We meet up after he finishes work and sit there in that over hot neutral space, later it thunders, and he looks over at me, the him that used to be mine, with that quizzical look I came to know so well. He opens his mouth to speak, and out it comes, like the rain after it’s been dry for too long, it pours on and on and all I can pick up from it is the bit where he says; ‘you know you were always such a problem, I tried for years to work out how to fix you and to make you better.’ And then there it is, out in the open, the reason for us, because I perplexed him, as if there was something wrong with me, something that needed to be changed, and of course I’d felt it, picked up on it and ran with it, I became the person he wanted me to be, riddled with holes and quirks, because it was easier to play out the part and assume to position instead of looking to see what the hell we were actually doing with each other. In some strange way all the foibles he created for me were the glue that held us together for a little while.
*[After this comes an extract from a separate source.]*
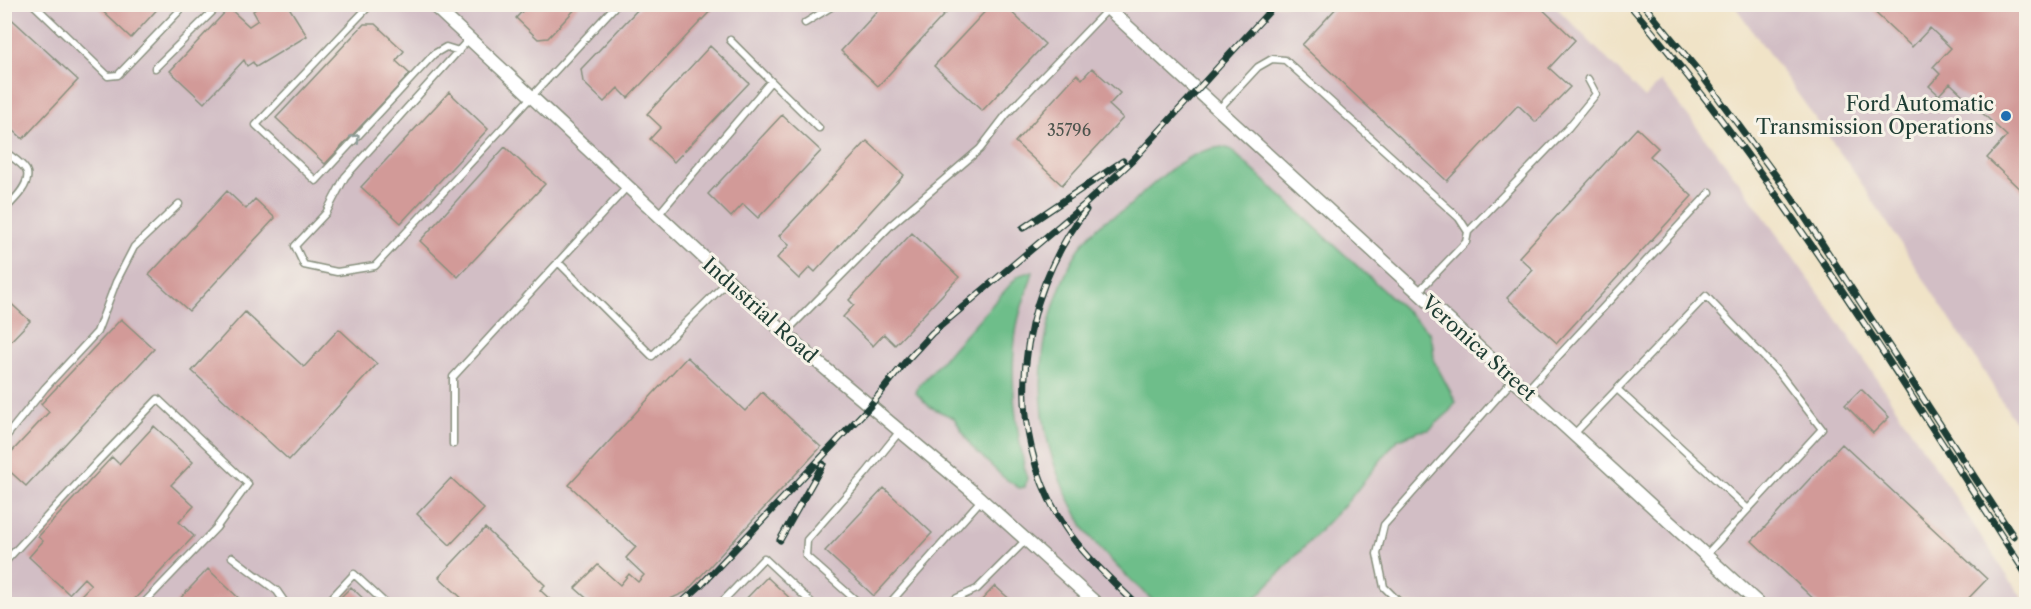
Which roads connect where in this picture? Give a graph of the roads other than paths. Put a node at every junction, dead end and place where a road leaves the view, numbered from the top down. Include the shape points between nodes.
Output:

I know that I should be angry, that I should storm and shout and respond in one of the ways I used to, but instead I sit still and silent, this scares him more for the way it’s new and unexpected. We leave carrying ice-creams in their wafer cones and I walk him back to his car. The cone makes my mouth all dry, I crack bits off and throw them to the waiting gulls with their pink rimmed eyes. He looks over, ‘still not eating then,’ he says more than asks. I just shrug, too tired of the skipping record to reply. Nothing I say will affect what he believes.

I walk home through the park, students let out after their finals, walking barefoot with half empty too warm bottles of wine, smoke from fires rises and mixes with the lowering sun. I feel sort of lucky to be walking past them all, alone, but with all the possibilities of life opening up again.